Athena closed her eyes and let her head relax into the cushions. Yes, it had very definitely been a kiss, she concluded, although as far as kisses went, that one might be termed unsatisfactory, for it had left her wildly eager for more. It had been a far cry, for example, from the kisses the earl had lavished upon her in the dungeon. Those had been kisses to make her toes curl. In fact, they curled now at the very memory. After those kisses, Athena had felt thoroughly and delightfully kissed. But last night's kiss had promised more than it delivered.

Perhaps that had not been the earl's fault, she mused, letting her mind recapture the events leading up to that kiss on the terrace.

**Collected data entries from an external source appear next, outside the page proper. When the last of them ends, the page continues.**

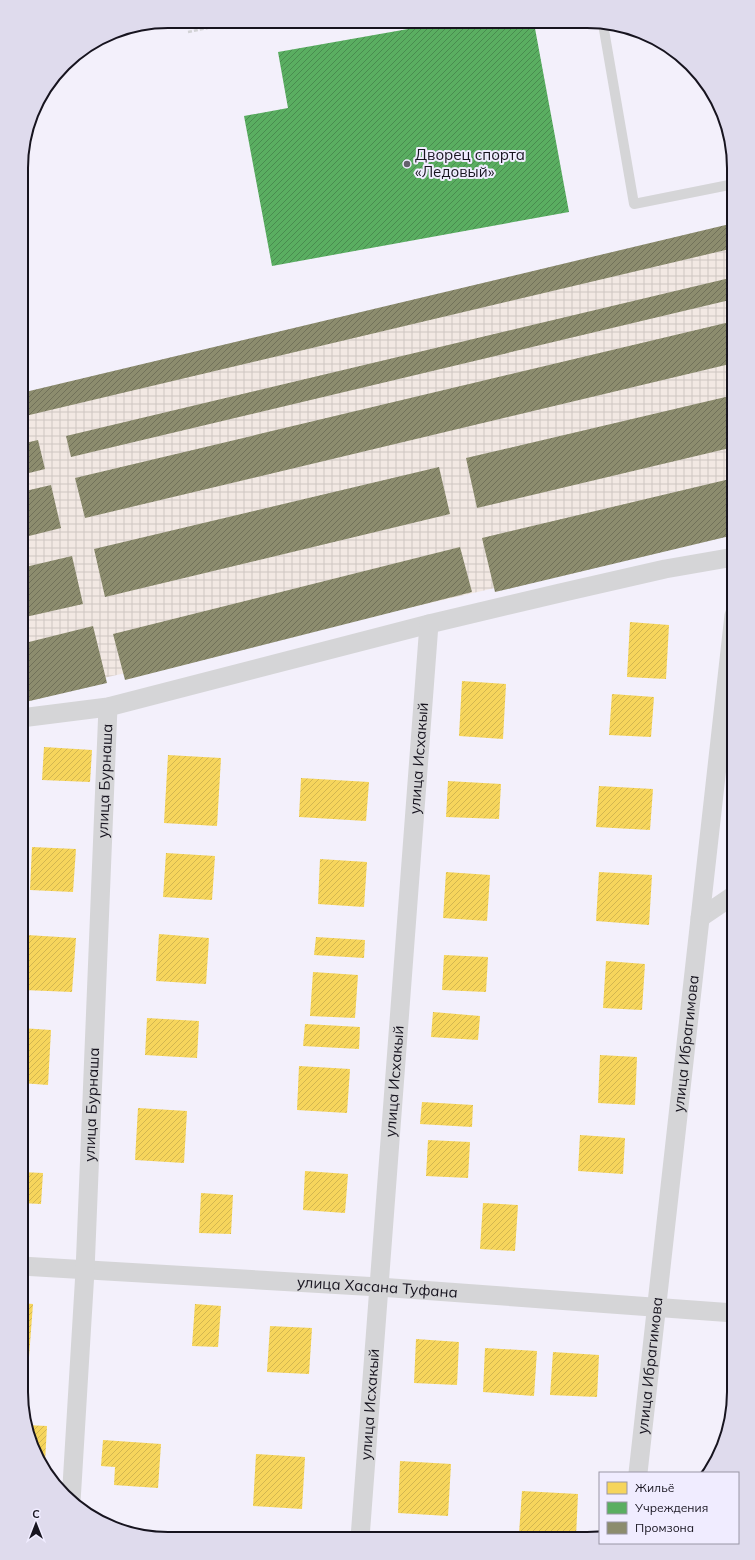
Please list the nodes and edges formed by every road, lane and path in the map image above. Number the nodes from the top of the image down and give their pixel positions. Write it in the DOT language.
graph roads {
  1 [pos="210,28"];
  2 [pos="604,29"];
  3 [pos="188,32"];
  4 [pos="727,185"];
  5 [pos="727,558"];
  6 [pos="429,624"];
  7 [pos="727,677"];
  8 [pos="108,707"];
  9 [pos="28,717"];
  10 [pos="727,900"];
  11 [pos="700,918"];
  12 [pos="28,1267"];
  13 [pos="85,1271"];
  14 [pos="379,1287"];
  15 [pos="657,1308"];
  16 [pos="727,1313"];
  17 [pos="638,1472"];
  18 [pos="72,1493"];
  19 [pos="360,1532"];
  1 -- 3 [label="path"];
  2 -- 4 [label="lane"];
  5 -- 6 [label="street"];
  6 -- 8 [label="street"];
  6 -- 14 [label="street, улица Исхакый"];
  7 -- 11 [label="street, улица Ибрагимова"];
  8 -- 9 [label="street"];
  8 -- 13 [label="street, улица Бурнаша"];
  10 -- 11 [label="street"];
  11 -- 15 [label="street, улица Ибрагимова"];
  12 -- 13 [label="street, улица Хасана Туфана"];
  13 -- 14 [label="street, улица Хасана Туфана"];
  13 -- 18 [label="street, улица Бурнаша"];
  14 -- 15 [label="street, улица Хасана Туфана"];
  14 -- 19 [label="street, улица Исхакый"];
  15 -- 16 [label="street, улица Хасана Туфана"];
  15 -- 17 [label="street, улица Ибрагимова"];
}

Perhaps he would have kissed her more thoroughly,
much
more thoroughly, she thought with a shiver of delight, had Perry not arrived on the scene.

But why had his lordship waited so long before he took action? she wondered. That thought had plagued Athena all the time she had been out there on the terrace with him. She had stood about expectantly for what seemed like hours, blathering on and on to cover her nervousness. And he had talked excessively as well. They had argued about guilt, she remembered vaguely. He had claimed first to be innocent of Miss Rathbone's accusations, and then, in an astonishing about-face, suggested that he was indeed guilty as charged.